Pour la première fois, des scientifiques ont observé la formation de quasiparticules – un phénomène étrange observé dans certains solides – en temps réel, ce que les physiciens s’efforcent de faire depuis des décennies.
Il ne s’agit pas seulement d’une grande affaire pour le monde de la physique, mais d’une réalisation qui pourrait changer la façon dont nous construisons l’électronique ultra-rapide et conduire au développement de processeurs quantiques.

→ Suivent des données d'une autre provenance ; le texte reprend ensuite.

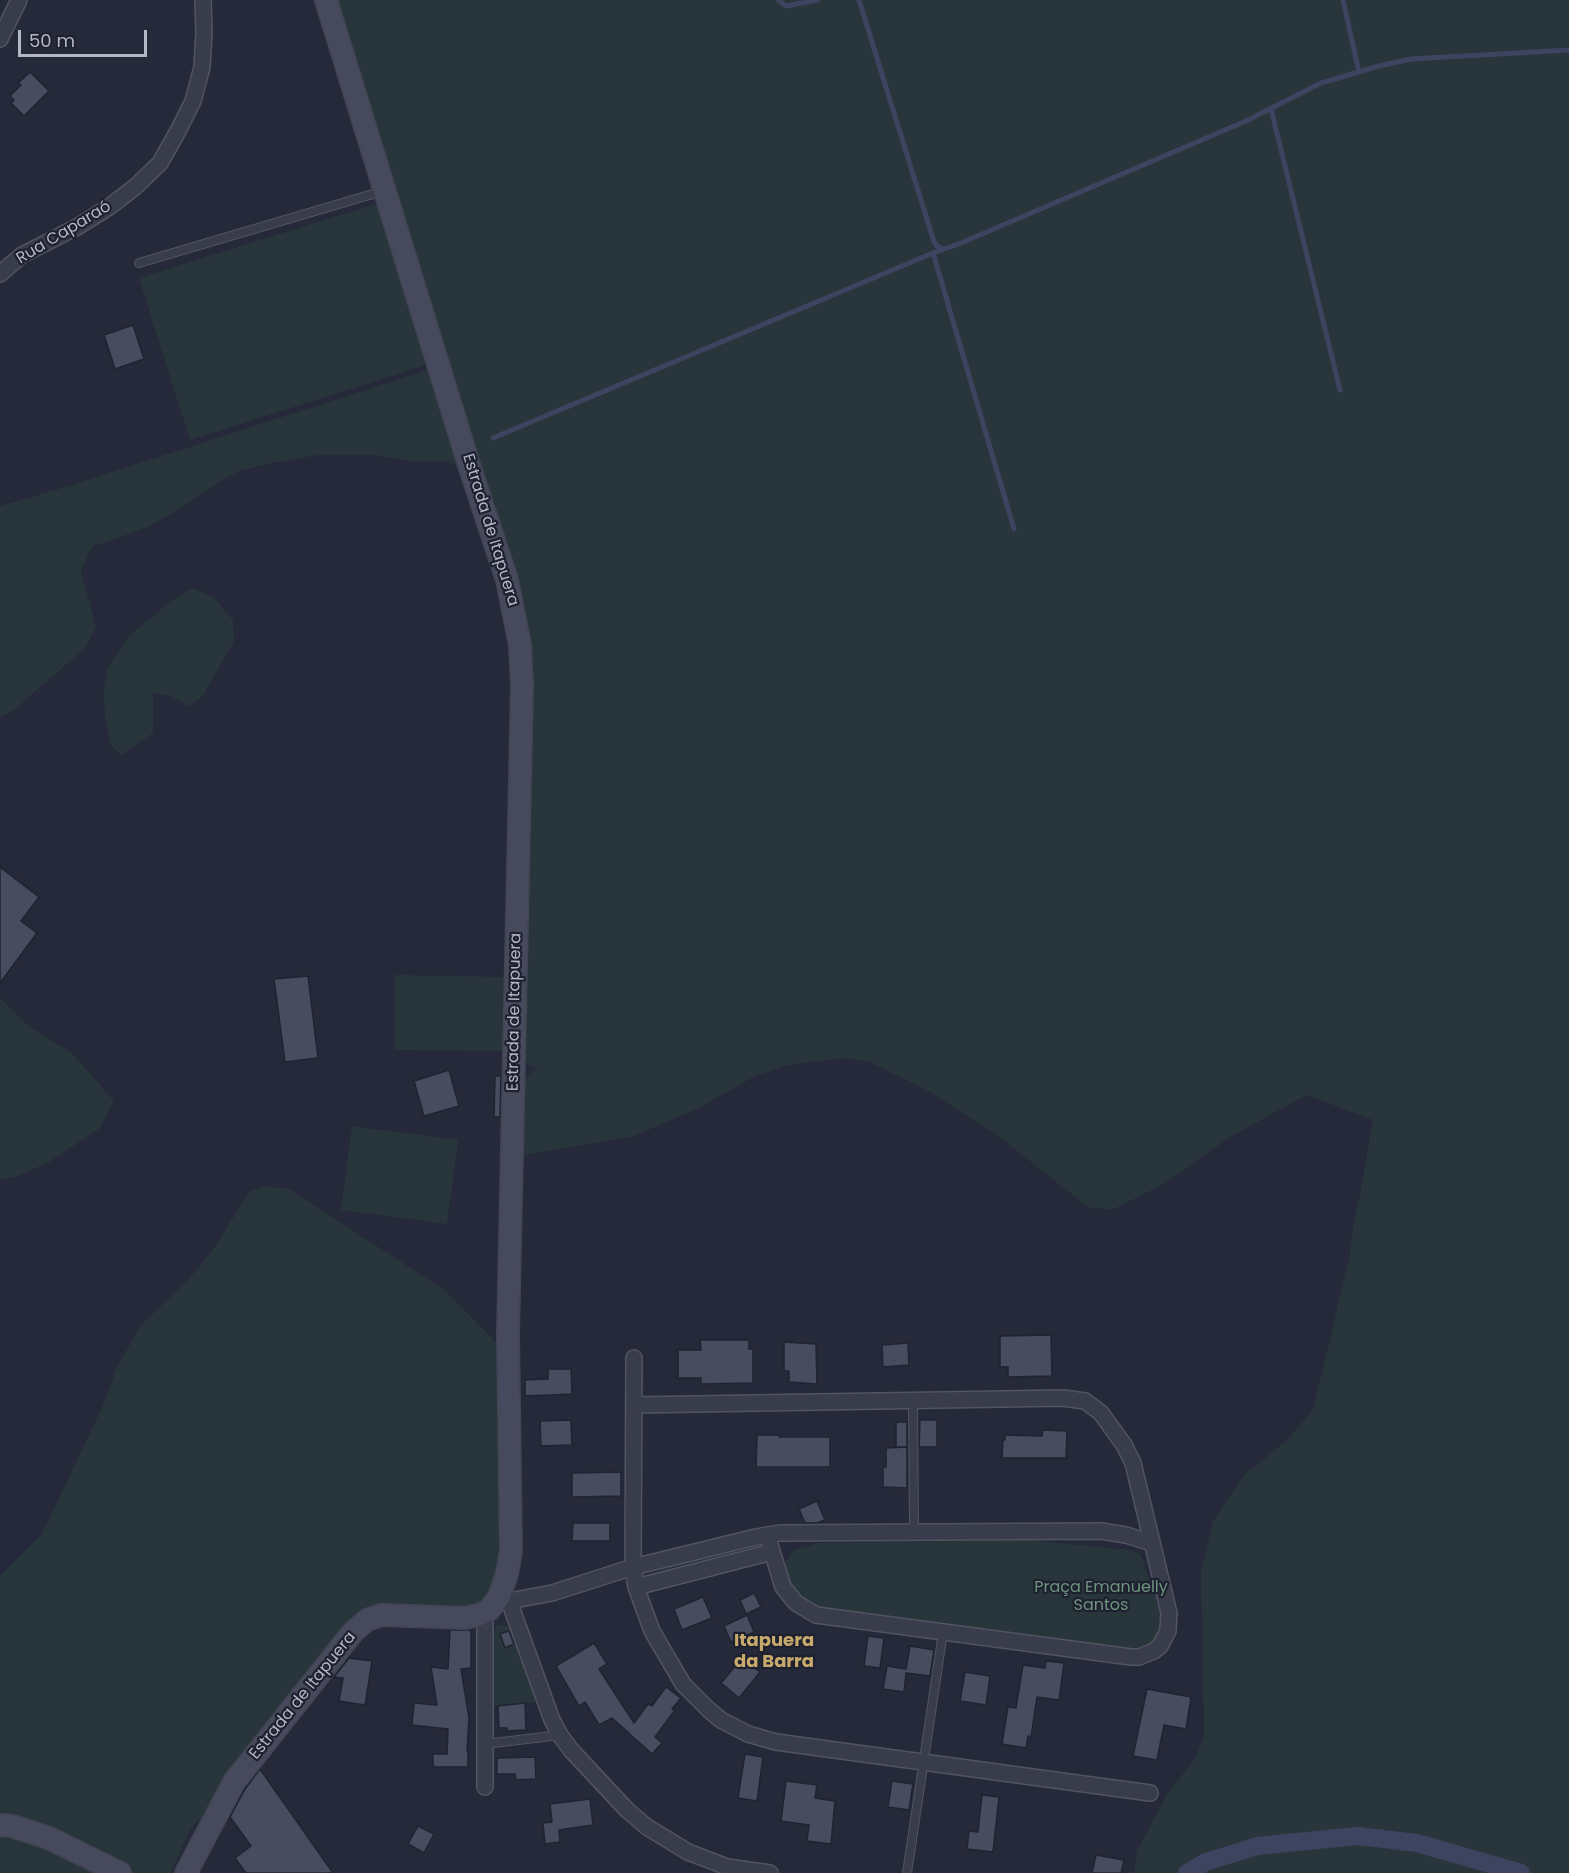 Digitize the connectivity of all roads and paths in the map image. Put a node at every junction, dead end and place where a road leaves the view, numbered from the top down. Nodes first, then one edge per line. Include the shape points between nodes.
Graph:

Mais qu’est-ce qu’une quasi-particule ? Il ne s’agit pas d’une particule physique, mais d’un concept utilisé pour décrire certains des phénomènes étranges qui se produisent dans des configurations assez sophistiquées, notamment les systèmes quantiques à plusieurs corps ou les matériaux à l’état solide.
Prenons l’exemple d’un électron se déplaçant dans un solide. Au cours de son déplacement, l’électron génère une polarisation dans son environnement en raison de sa charge électrique. Ce nuage de “polarisation” suit l’électron dans le matériau et, ensemble, ils peuvent être décrits comme une quasi-particule.
“On pourrait se représenter un skieur par une journée de poudreuse”, explique l’un des chercheurs, Rudolf Grimm, de l’université d’Innsbruck en Autriche, “le skieur est entouré d’un nuage de cristaux de neige. Ensemble, ils forment un système qui a des propriétés différentes de celles du skieur sans le nuage.”
Les quasi-particules et leur formation ont été largement décrites dans des modèles théoriques, mais les mesurer et les observer en temps réel a été un véritable défi. En effet, non seulement le phénomène des quasi-particules se produit à une échelle minuscule, mais il est également incroyablement éphémère.
“Ces processus ne durent que quelques attosecondes, ce qui rend extrêmement difficile l’observation résolue dans le temps de leur formation”, explique M. Grimm.
Pour mettre cela en perspective, une attoseconde correspond à un quintillionième de seconde. Cela signifie qu’une attoseconde est à une seconde ce qu’une seconde est à environ 31,71 milliards d’années.
Mais l’équipe a réussi à trouver un moyen de ralentir un peu le processus.
À l’intérieur d’une chambre à vide, ils ont utilisé des techniques de piégeage par laser pour créer un gaz quantique ultrafroid composé d’atomes de lithium et d’un petit échantillon d’atomes de potassium au centre.
Ils ont ensuite utilisé un champ magnétique pour régler les interactions entre les particules, créant ainsi un type de quasi-particule connu sous le nom de polaron de Fermi – qui est essentiellement constitué d’atomes de potassium intégrés dans un nuage de lithium.
La formation de ces quasi-particules aurait pris une centaine d’attosecondes dans un système normal, mais grâce au gaz quantique ultra-froid, l’équipe a pu la ralentir et en être témoin pour la toute première fois.
“Nous avons simulé les mêmes processus physiques à des densités beaucoup plus faibles”, a déclaré Grimm. “Ici, le temps de formation des polarons est de quelques microsecondes”
L’objectif est maintenant de trouver comment non seulement observer ces quasi-particules, mais aussi les mesurer réellement, afin de trouver un moyen de les utiliser pour développer des systèmes de traitement quantique qui nous apporteront l’électronique super rapide du futur.
nous avons mis au point une nouvelle méthode pour observer la “naissance” d’un polaron pratiquement en temps réel”, a déclaré M. Grimm. “Cela pourrait s’avérer une approche très intéressante pour mieux comprendre les propriétés physiques quantiques des dispositifs électroniques ultrarapides.”
Les travaux de recherche ont été publiés dans la revue Science.